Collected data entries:
* * *
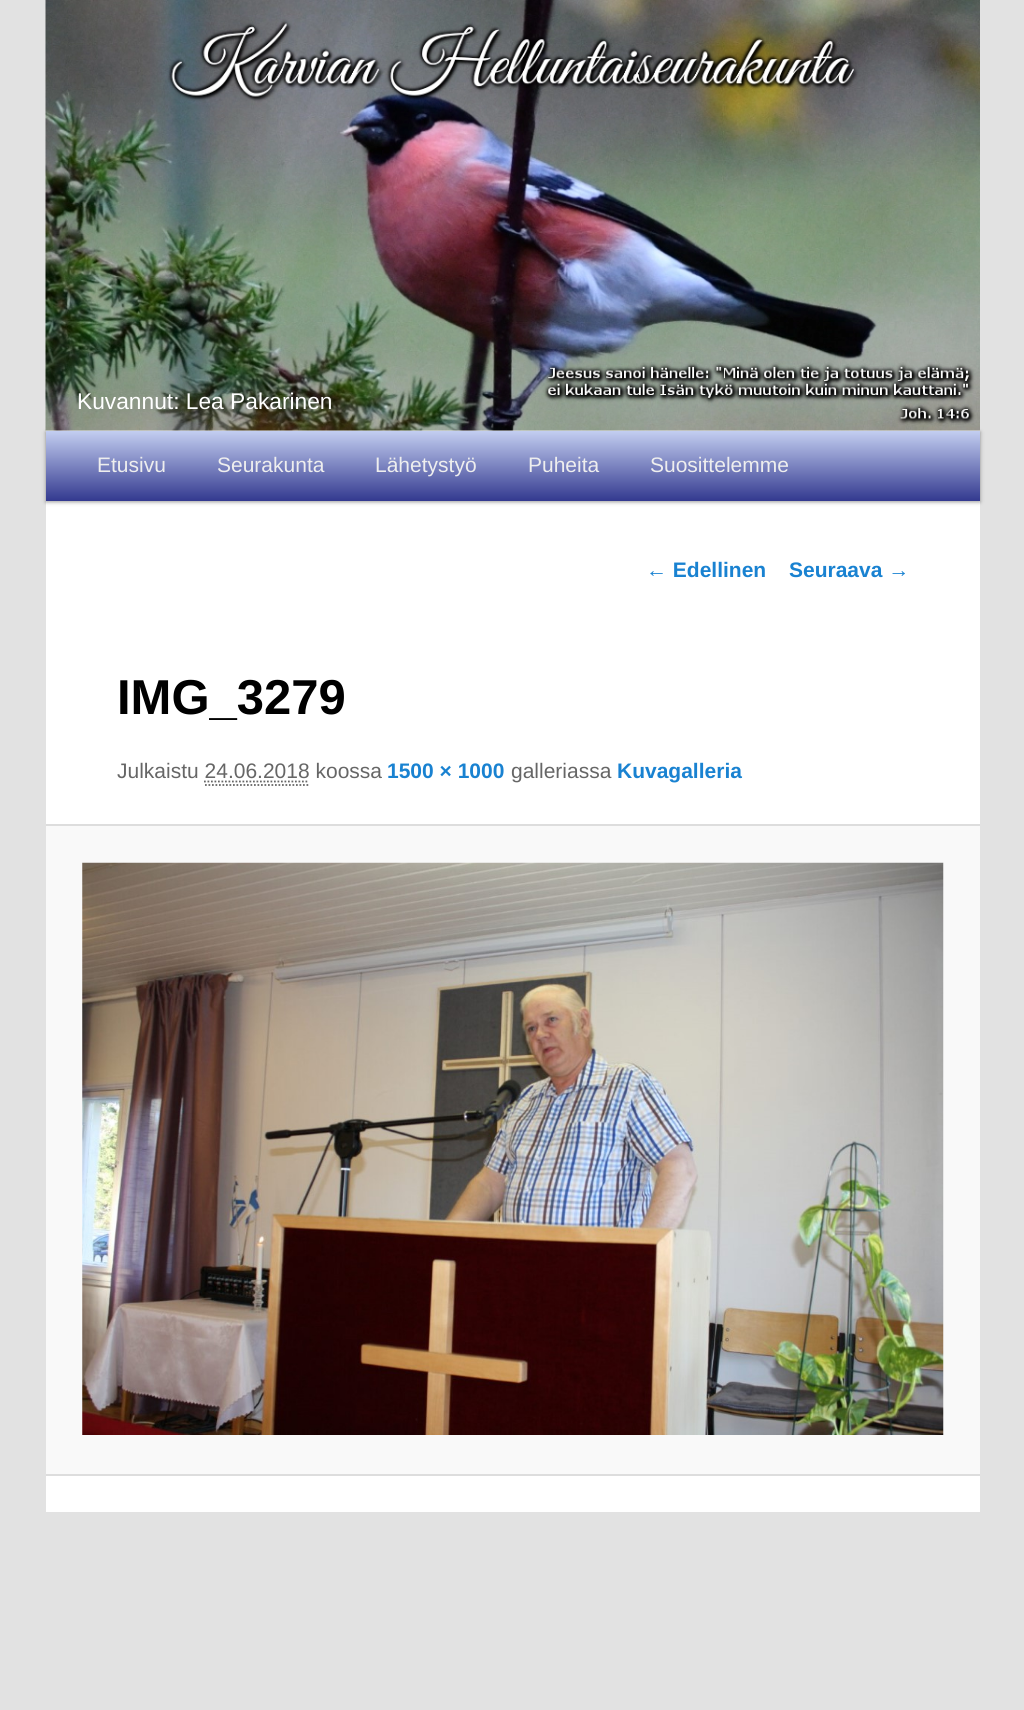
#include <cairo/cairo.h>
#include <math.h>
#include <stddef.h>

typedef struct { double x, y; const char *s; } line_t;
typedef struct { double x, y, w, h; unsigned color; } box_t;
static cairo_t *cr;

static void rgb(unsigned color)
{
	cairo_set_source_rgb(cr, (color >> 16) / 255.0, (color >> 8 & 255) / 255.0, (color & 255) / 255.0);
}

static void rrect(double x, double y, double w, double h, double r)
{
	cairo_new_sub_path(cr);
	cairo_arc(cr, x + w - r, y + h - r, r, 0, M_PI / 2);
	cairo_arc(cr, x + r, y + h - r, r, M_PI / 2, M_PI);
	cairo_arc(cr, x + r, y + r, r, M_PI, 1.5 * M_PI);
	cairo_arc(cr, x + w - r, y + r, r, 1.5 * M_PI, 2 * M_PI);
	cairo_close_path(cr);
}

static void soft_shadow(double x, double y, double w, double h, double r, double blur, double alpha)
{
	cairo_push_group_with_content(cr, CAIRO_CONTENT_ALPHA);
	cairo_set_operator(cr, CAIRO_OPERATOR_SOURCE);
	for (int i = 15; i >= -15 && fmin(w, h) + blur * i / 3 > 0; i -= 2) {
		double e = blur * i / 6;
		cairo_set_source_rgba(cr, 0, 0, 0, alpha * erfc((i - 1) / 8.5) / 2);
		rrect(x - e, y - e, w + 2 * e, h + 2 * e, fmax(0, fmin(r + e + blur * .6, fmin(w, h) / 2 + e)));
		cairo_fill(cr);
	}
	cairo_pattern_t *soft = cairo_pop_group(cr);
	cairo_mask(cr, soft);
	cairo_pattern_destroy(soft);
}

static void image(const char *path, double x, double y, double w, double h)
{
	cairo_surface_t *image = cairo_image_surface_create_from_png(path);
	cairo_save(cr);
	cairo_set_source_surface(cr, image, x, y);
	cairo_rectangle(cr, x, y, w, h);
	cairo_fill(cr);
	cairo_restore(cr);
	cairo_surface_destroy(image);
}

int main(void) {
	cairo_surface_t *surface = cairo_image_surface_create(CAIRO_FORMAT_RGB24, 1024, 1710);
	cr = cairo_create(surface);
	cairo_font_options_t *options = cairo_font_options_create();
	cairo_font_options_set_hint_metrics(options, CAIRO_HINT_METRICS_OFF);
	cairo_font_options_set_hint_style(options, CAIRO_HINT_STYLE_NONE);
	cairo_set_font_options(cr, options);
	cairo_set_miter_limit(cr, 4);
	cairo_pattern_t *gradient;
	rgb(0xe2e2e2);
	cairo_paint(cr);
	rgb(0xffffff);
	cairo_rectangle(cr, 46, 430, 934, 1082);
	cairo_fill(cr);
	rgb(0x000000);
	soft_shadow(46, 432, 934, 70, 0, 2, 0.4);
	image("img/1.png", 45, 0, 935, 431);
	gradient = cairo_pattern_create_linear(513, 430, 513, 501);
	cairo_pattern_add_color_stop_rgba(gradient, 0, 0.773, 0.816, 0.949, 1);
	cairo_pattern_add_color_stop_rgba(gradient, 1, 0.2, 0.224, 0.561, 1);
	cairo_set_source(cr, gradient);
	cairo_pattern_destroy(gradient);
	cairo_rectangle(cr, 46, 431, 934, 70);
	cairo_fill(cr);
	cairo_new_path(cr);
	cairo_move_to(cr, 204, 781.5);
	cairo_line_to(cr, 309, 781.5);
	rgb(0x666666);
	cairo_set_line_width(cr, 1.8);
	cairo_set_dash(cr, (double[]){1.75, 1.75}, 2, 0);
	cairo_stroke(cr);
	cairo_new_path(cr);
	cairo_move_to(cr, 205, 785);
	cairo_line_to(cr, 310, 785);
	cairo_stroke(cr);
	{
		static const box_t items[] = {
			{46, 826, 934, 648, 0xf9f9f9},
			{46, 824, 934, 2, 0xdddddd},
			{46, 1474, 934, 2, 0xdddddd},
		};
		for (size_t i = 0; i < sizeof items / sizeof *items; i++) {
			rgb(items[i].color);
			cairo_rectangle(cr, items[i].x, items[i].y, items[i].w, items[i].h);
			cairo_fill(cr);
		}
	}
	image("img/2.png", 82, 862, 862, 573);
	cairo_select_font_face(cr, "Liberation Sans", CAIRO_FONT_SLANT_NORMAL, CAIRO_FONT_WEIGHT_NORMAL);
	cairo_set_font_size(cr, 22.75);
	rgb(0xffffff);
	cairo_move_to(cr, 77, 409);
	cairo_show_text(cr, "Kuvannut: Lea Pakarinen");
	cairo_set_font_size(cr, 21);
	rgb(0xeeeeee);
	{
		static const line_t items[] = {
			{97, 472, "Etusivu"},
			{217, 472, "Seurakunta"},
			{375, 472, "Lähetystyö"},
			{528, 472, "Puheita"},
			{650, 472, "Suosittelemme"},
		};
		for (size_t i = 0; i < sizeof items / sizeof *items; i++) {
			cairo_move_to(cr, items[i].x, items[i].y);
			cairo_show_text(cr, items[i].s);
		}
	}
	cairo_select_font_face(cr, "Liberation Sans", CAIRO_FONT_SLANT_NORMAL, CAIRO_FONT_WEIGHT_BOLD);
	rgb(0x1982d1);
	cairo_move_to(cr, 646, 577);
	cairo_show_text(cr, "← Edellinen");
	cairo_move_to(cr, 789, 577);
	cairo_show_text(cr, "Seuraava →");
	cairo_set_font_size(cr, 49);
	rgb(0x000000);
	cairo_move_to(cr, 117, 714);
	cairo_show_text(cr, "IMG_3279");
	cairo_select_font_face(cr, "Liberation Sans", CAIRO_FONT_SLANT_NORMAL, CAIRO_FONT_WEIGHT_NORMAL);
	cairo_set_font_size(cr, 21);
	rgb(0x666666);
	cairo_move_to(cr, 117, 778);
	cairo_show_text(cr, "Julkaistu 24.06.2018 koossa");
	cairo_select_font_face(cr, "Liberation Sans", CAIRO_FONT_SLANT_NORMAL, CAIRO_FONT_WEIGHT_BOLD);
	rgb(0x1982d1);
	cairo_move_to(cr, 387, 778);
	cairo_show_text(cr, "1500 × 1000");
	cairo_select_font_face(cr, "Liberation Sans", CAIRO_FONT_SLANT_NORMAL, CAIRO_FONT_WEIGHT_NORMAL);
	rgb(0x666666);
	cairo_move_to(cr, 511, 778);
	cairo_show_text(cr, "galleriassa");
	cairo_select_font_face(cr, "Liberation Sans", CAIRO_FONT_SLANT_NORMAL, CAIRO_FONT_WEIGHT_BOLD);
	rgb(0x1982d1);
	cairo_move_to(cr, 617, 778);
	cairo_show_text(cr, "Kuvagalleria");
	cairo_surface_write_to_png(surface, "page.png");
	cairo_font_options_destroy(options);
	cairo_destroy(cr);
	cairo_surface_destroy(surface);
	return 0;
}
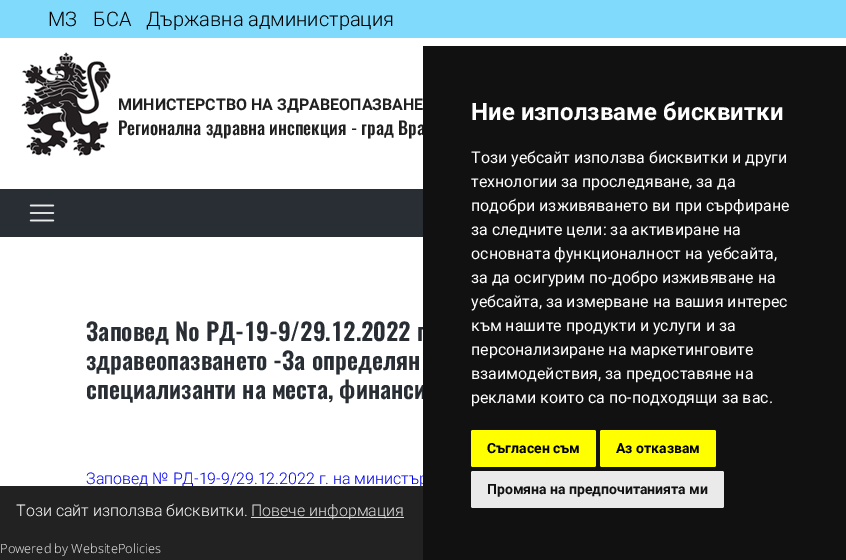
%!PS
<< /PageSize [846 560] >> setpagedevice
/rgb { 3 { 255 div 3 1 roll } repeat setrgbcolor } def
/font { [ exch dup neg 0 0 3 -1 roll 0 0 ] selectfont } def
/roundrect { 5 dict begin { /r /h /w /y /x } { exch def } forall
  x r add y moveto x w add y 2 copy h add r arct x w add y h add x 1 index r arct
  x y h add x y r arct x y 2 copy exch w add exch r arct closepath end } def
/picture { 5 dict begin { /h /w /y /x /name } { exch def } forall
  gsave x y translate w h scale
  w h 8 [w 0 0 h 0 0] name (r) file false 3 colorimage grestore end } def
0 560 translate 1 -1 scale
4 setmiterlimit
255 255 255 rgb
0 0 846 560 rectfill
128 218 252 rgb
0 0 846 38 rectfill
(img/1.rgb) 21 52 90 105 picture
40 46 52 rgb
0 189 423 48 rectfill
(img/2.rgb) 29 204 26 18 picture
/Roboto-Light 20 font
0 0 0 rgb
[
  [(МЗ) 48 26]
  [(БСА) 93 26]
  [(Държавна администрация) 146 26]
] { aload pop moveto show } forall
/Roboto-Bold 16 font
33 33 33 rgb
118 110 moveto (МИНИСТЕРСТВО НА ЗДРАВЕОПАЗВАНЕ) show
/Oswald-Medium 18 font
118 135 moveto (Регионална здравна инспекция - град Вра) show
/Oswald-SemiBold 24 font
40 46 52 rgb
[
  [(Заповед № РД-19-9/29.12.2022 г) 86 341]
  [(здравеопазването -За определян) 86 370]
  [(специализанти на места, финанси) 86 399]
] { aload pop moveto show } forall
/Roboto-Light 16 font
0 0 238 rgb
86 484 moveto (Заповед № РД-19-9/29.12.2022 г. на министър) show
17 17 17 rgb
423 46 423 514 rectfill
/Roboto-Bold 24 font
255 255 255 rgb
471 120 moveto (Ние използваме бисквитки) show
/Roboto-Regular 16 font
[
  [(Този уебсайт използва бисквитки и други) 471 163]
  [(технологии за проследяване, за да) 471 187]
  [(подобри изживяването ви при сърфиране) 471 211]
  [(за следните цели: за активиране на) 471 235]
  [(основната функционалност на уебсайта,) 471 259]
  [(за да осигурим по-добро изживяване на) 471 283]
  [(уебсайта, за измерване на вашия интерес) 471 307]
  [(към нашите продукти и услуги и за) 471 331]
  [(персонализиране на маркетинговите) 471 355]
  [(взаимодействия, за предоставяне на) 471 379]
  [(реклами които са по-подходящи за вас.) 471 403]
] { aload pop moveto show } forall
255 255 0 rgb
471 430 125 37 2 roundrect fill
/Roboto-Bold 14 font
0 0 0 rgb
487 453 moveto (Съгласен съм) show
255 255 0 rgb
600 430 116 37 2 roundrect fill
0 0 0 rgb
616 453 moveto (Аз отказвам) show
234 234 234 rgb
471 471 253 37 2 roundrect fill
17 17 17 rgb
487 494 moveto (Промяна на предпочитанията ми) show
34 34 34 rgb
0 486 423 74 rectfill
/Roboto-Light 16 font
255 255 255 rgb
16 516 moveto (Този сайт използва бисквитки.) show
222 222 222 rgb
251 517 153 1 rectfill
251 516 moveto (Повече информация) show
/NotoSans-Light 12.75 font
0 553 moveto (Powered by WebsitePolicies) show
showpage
* * *
— PROMPT —
Which lines above carry the string "уебсайта"? Copy those lines.

— EXERCISE SOLUTION —
  [(основната функционалност на уебсайта,) 471 259]
  [(уебсайта, за измерване на вашия интерес) 471 307]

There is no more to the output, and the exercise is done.